Category Archives: 1932

Cynara (1932)

Cynara
Directed by King Vidor
Written by Frances Marion and Lynn Starling from a novel by R. Gore Brown
1932/US
The Samuel Goldwyn Company
IMDb page
First viewing/Amazon Prime rental

Jim Warlock: That’s all I have left now – that I don’t have to lie about it.

It’s hard to go wrong with King Vidor, Ronald Colman and Kay Francis.  I loved this excellent romantic drama.

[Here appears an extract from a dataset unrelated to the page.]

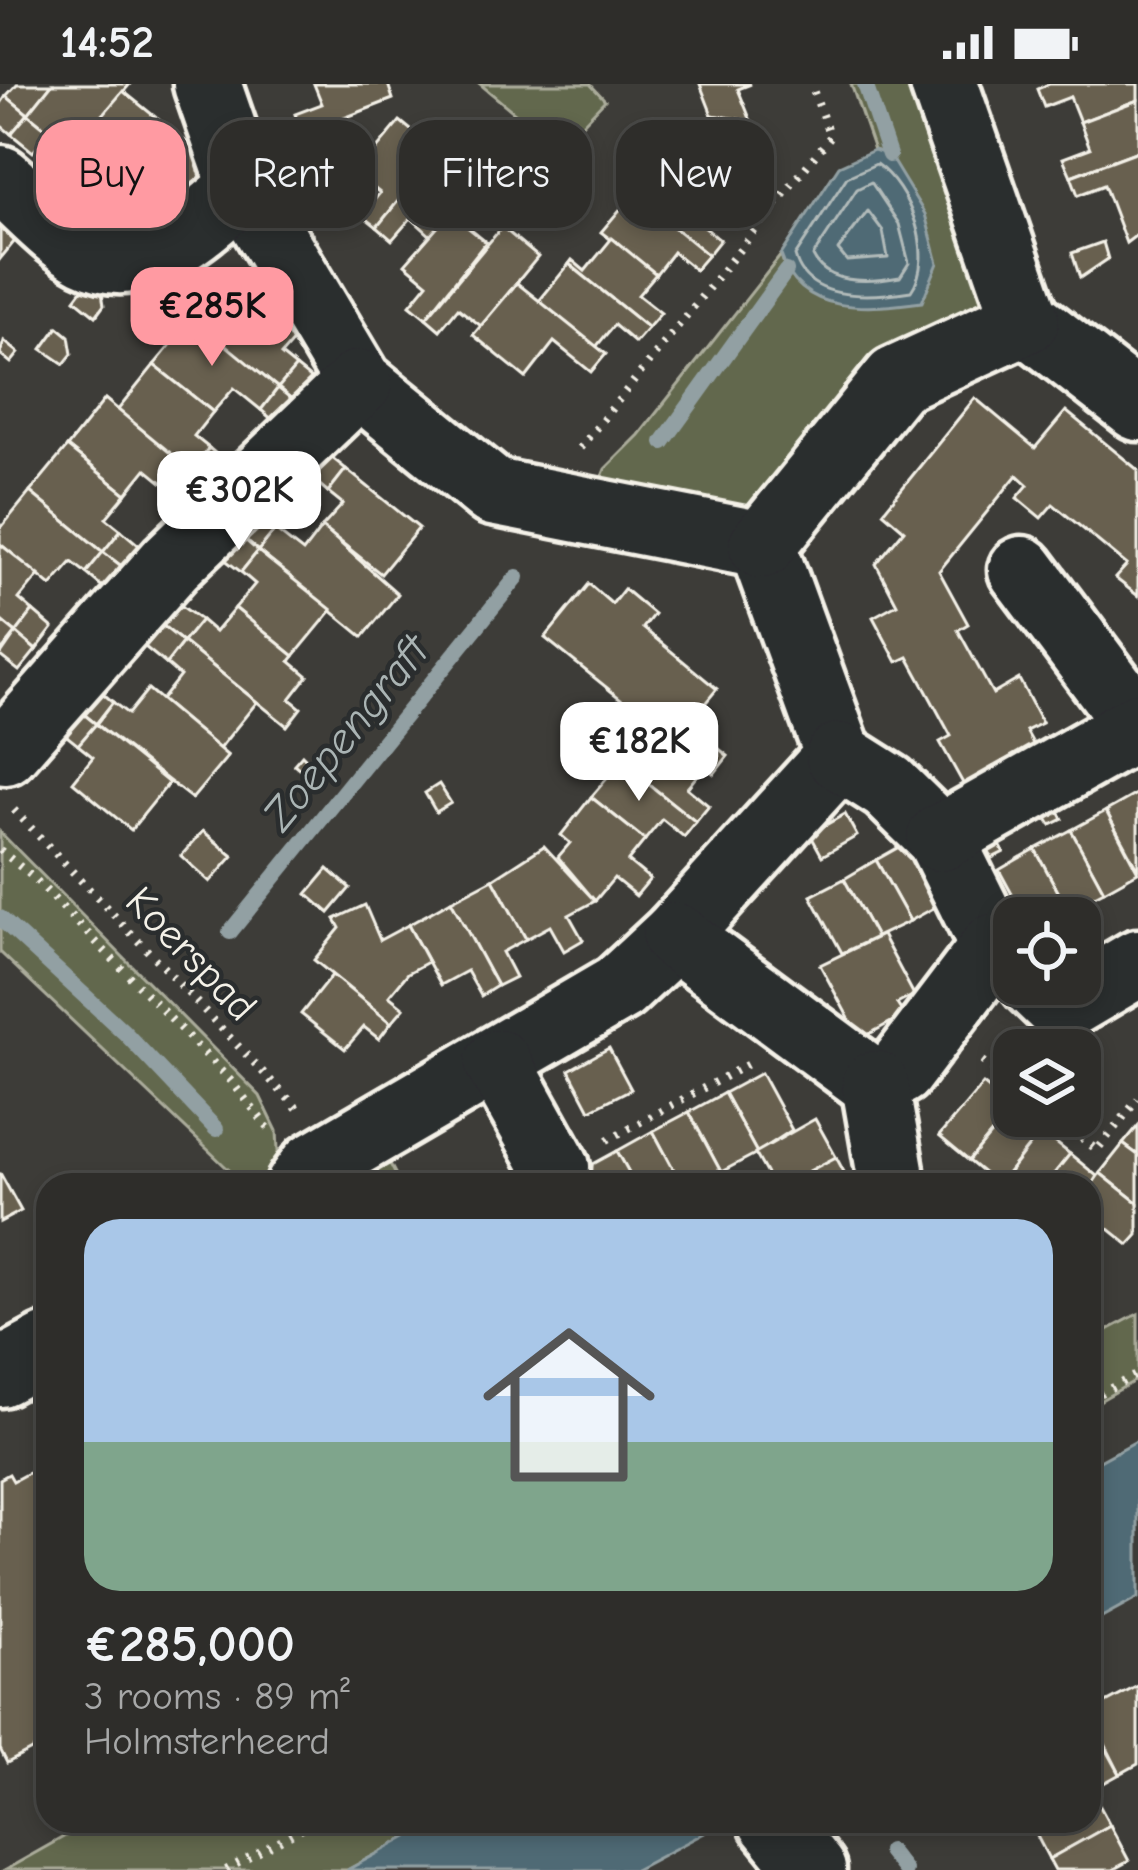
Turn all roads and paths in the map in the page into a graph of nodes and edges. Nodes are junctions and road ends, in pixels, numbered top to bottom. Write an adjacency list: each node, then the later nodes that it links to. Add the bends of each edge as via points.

The setting is London. Virtually the entire movie is told in flashback as Jim Warlock (Colman) tries to explain to his wife Clemency (Francis) how he went from being a faithful, happily married man to having to exile himself to South Africa.  In happier times, Colman was a successful barrister with a  bright future. He and Clemency (Francis) have had seven years of marital bliss. Jim is a stay-at-home kind of guy and considered to be somewhat boring. Clemency has to go on a month-long trip to Venice with her flighty sister to distract her from a bad romance.  She encourages Jim to have some fun in her absence.


The minute Clemency has left the scene, Jim’s playboy friend John Tring (Henry Stephenson) encourages Jim to have a bit of extramarital fun . The two meet a couple of shopgirls in a restaurant and Ronald is clearly attracted to much younger brunette Doris Emily Lea (Phyllis Barry). He continues to resist and then John enters Doris in a bathing beauty contest Jim has to judge. Doris will stop at nothing to win her man. She tells him she has had other lovers and that she will say goodbye without a wimper when Clemency comes back. So Ronald and she begin a love affair. When Kay returns, though, Phyllis is too in love to give Ronald up, leaving him in a terrible dilemma. I will stop here. The movie ends with a courtroom drama and then segues into the present as Jim prepares to board his ship.

I really liked this one. All the principals are excellent and the story seems like something that could actually have happened.  If you are looking for a sophisticated adult romance, I warmly recommend this.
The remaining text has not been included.